▸ **Problem**
Please repeat all the entries. Nothing may differ.

▸ **Records for this task**
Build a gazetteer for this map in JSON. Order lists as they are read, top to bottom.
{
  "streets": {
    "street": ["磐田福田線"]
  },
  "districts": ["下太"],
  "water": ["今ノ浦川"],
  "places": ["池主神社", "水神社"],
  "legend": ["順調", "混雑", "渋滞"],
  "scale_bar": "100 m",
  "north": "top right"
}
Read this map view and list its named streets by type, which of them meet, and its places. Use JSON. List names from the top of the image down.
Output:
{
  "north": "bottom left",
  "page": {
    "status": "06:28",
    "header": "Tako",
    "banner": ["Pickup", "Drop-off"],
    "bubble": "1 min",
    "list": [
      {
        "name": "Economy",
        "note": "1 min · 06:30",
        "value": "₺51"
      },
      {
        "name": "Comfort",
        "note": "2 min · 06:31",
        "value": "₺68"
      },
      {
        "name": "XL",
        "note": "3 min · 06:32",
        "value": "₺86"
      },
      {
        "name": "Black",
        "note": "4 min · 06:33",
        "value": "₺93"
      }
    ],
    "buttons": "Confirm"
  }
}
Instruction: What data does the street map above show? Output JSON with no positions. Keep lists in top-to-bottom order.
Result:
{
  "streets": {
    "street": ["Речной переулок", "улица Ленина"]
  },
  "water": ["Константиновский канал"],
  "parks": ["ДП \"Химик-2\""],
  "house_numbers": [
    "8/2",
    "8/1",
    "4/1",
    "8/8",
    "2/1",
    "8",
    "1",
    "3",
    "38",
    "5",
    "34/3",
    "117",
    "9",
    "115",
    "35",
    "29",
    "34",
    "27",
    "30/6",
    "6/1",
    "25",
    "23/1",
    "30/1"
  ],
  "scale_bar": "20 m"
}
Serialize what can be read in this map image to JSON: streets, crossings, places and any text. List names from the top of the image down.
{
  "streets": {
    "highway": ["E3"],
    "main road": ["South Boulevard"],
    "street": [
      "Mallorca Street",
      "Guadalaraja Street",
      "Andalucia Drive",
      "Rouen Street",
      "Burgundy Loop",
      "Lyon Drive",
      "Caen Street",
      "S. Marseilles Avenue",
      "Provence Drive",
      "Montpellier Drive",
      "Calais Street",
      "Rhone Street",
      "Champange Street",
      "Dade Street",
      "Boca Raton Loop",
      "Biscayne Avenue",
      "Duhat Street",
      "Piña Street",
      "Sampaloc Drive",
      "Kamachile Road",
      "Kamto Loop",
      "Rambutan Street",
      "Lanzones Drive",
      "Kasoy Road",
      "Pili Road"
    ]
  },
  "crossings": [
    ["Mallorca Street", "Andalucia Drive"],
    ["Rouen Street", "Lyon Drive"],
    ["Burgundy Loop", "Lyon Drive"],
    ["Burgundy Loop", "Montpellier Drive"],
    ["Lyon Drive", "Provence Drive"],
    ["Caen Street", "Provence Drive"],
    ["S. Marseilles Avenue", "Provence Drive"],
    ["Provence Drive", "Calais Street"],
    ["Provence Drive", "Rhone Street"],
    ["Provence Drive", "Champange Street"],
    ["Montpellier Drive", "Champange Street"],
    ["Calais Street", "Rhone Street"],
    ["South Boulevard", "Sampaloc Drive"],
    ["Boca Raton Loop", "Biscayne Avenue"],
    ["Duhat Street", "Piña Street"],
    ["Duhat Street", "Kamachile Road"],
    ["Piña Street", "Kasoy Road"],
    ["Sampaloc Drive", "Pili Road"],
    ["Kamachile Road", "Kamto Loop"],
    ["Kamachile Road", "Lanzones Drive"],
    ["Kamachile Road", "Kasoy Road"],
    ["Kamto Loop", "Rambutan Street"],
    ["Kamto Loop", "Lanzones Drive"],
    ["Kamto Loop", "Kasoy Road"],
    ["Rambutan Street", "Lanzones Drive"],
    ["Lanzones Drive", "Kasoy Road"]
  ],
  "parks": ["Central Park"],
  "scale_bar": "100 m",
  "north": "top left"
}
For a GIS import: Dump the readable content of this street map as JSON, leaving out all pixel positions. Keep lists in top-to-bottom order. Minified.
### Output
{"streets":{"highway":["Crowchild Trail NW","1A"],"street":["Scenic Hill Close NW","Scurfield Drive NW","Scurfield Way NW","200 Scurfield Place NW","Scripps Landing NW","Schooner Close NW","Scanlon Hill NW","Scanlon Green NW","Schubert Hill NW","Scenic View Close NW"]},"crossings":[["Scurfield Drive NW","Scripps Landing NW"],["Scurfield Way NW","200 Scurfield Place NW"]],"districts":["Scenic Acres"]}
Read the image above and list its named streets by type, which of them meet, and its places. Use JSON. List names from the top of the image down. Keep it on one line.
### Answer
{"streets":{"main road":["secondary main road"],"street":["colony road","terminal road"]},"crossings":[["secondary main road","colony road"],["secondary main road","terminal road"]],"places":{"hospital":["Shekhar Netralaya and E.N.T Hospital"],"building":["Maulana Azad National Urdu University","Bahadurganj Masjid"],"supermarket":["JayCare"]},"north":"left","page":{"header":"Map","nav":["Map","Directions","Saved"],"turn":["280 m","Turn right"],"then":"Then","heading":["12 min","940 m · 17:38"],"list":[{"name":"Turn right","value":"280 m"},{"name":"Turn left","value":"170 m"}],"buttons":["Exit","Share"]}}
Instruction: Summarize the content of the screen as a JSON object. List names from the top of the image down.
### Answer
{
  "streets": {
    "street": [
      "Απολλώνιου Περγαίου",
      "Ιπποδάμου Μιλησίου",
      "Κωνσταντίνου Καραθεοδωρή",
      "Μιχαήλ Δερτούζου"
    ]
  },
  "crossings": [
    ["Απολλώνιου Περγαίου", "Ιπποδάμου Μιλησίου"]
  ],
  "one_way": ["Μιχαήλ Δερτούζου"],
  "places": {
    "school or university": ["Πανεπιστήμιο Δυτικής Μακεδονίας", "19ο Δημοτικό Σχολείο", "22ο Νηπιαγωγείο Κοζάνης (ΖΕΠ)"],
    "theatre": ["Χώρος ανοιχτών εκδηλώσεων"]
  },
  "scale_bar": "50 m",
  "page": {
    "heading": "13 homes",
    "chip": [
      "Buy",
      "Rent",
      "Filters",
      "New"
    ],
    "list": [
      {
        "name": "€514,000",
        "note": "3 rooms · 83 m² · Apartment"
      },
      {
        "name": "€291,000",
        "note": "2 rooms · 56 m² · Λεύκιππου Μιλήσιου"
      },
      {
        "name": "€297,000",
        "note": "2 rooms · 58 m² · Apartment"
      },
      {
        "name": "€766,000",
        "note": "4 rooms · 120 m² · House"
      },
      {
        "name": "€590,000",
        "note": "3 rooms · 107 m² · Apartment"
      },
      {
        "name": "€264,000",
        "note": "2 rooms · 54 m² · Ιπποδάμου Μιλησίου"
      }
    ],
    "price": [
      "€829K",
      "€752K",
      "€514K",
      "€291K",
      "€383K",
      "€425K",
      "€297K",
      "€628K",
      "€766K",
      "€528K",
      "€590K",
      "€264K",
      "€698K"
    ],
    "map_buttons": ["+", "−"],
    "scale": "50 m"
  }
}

▸ **Response area**
Build a gazetteer for this map in JSON. Order lists as they are read, top to bottom.
{
  "streets": {
    "street": ["磐田福田線"]
  },
  "districts": ["下太"],
  "water": ["今ノ浦川"],
  "places": ["池主神社", "水神社"],
  "legend": ["順調", "混雑", "渋滞"],
  "scale_bar": "100 m",
  "north": "top right"
}
Read this map view and list its named streets by type, which of them meet, and its places. Use JSON. List names from the top of the image down.
Output:
{
  "north": "bottom left",
  "page": {
    "status": "06:28",
    "header": "Tako",
    "banner": ["Pickup", "Drop-off"],
    "bubble": "1 min",
    "list": [
      {
        "name": "Economy",
        "note": "1 min · 06:30",
        "value": "₺51"
      },
      {
        "name": "Comfort",
        "note": "2 min · 06:31",
        "value": "₺68"
      },
      {
        "name": "XL",
        "note": "3 min · 06:32",
        "value": "₺86"
      },
      {
        "name": "Black",
        "note": "4 min · 06:33",
        "value": "₺93"
      }
    ],
    "buttons": "Confirm"
  }
}
Instruction: What data does the street map above show? Output JSON with no positions. Keep lists in top-to-bottom order.
Result:
{
  "streets": {
    "street": ["Речной переулок", "улица Ленина"]
  },
  "water": ["Константиновский канал"],
  "parks": ["ДП \"Химик-2\""],
  "house_numbers": [
    "8/2",
    "8/1",
    "4/1",
    "8/8",
    "2/1",
    "8",
    "1",
    "3",
    "38",
    "5",
    "34/3",
    "117",
    "9",
    "115",
    "35",
    "29",
    "34",
    "27",
    "30/6",
    "6/1",
    "25",
    "23/1",
    "30/1"
  ],
  "scale_bar": "20 m"
}
Serialize what can be read in this map image to JSON: streets, crossings, places and any text. List names from the top of the image down.
{
  "streets": {
    "highway": ["E3"],
    "main road": ["South Boulevard"],
    "street": [
      "Mallorca Street",
      "Guadalaraja Street",
      "Andalucia Drive",
      "Rouen Street",
      "Burgundy Loop",
      "Lyon Drive",
      "Caen Street",
      "S. Marseilles Avenue",
      "Provence Drive",
      "Montpellier Drive",
      "Calais Street",
      "Rhone Street",
      "Champange Street",
      "Dade Street",
      "Boca Raton Loop",
      "Biscayne Avenue",
      "Duhat Street",
      "Piña Street",
      "Sampaloc Drive",
      "Kamachile Road",
      "Kamto Loop",
      "Rambutan Street",
      "Lanzones Drive",
      "Kasoy Road",
      "Pili Road"
    ]
  },
  "crossings": [
    ["Mallorca Street", "Andalucia Drive"],
    ["Rouen Street", "Lyon Drive"],
    ["Burgundy Loop", "Lyon Drive"],
    ["Burgundy Loop", "Montpellier Drive"],
    ["Lyon Drive", "Provence Drive"],
    ["Caen Street", "Provence Drive"],
    ["S. Marseilles Avenue", "Provence Drive"],
    ["Provence Drive", "Calais Street"],
    ["Provence Drive", "Rhone Street"],
    ["Provence Drive", "Champange Street"],
    ["Montpellier Drive", "Champange Street"],
    ["Calais Street", "Rhone Street"],
    ["South Boulevard", "Sampaloc Drive"],
    ["Boca Raton Loop", "Biscayne Avenue"],
    ["Duhat Street", "Piña Street"],
    ["Duhat Street", "Kamachile Road"],
    ["Piña Street", "Kasoy Road"],
    ["Sampaloc Drive", "Pili Road"],
    ["Kamachile Road", "Kamto Loop"],
    ["Kamachile Road", "Lanzones Drive"],
    ["Kamachile Road", "Kasoy Road"],
    ["Kamto Loop", "Rambutan Street"],
    ["Kamto Loop", "Lanzones Drive"],
    ["Kamto Loop", "Kasoy Road"],
    ["Rambutan Street", "Lanzones Drive"],
    ["Lanzones Drive", "Kasoy Road"]
  ],
  "parks": ["Central Park"],
  "scale_bar": "100 m",
  "north": "top left"
}
For a GIS import: Dump the readable content of this street map as JSON, leaving out all pixel positions. Keep lists in top-to-bottom order. Minified.
### Output
{"streets":{"highway":["Crowchild Trail NW","1A"],"street":["Scenic Hill Close NW","Scurfield Drive NW","Scurfield Way NW","200 Scurfield Place NW","Scripps Landing NW","Schooner Close NW","Scanlon Hill NW","Scanlon Green NW","Schubert Hill NW","Scenic View Close NW"]},"crossings":[["Scurfield Drive NW","Scripps Landing NW"],["Scurfield Way NW","200 Scurfield Place NW"]],"districts":["Scenic Acres"]}
Read the image above and list its named streets by type, which of them meet, and its places. Use JSON. List names from the top of the image down. Keep it on one line.
### Answer
{"streets":{"main road":["secondary main road"],"street":["colony road","terminal road"]},"crossings":[["secondary main road","colony road"],["secondary main road","terminal road"]],"places":{"hospital":["Shekhar Netralaya and E.N.T Hospital"],"building":["Maulana Azad National Urdu University","Bahadurganj Masjid"],"supermarket":["JayCare"]},"north":"left","page":{"header":"Map","nav":["Map","Directions","Saved"],"turn":["280 m","Turn right"],"then":"Then","heading":["12 min","940 m · 17:38"],"list":[{"name":"Turn right","value":"280 m"},{"name":"Turn left","value":"170 m"}],"buttons":["Exit","Share"]}}
Instruction: Summarize the content of the screen as a JSON object. List names from the top of the image down.
### Answer
{
  "streets": {
    "street": [
      "Απολλώνιου Περγαίου",
      "Ιπποδάμου Μιλησίου",
      "Κωνσταντίνου Καραθεοδωρή",
      "Μιχαήλ Δερτούζου"
    ]
  },
  "crossings": [
    ["Απολλώνιου Περγαίου", "Ιπποδάμου Μιλησίου"]
  ],
  "one_way": ["Μιχαήλ Δερτούζου"],
  "places": {
    "school or university": ["Πανεπιστήμιο Δυτικής Μακεδονίας", "19ο Δημοτικό Σχολείο", "22ο Νηπιαγωγείο Κοζάνης (ΖΕΠ)"],
    "theatre": ["Χώρος ανοιχτών εκδηλώσεων"]
  },
  "scale_bar": "50 m",
  "page": {
    "heading": "13 homes",
    "chip": [
      "Buy",
      "Rent",
      "Filters",
      "New"
    ],
    "list": [
      {
        "name": "€514,000",
        "note": "3 rooms · 83 m² · Apartment"
      },
      {
        "name": "€291,000",
        "note": "2 rooms · 56 m² · Λεύκιππου Μιλήσιου"
      },
      {
        "name": "€297,000",
        "note": "2 rooms · 58 m² · Apartment"
      },
      {
        "name": "€766,000",
        "note": "4 rooms · 120 m² · House"
      },
      {
        "name": "€590,000",
        "note": "3 rooms · 107 m² · Apartment"
      },
      {
        "name": "€264,000",
        "note": "2 rooms · 54 m² · Ιπποδάμου Μιλησίου"
      }
    ],
    "price": [
      "€829K",
      "€752K",
      "€514K",
      "€291K",
      "€383K",
      "€425K",
      "€297K",
      "€628K",
      "€766K",
      "€528K",
      "€590K",
      "€264K",
      "€698K"
    ],
    "map_buttons": ["+", "−"],
    "scale": "50 m"
  }
}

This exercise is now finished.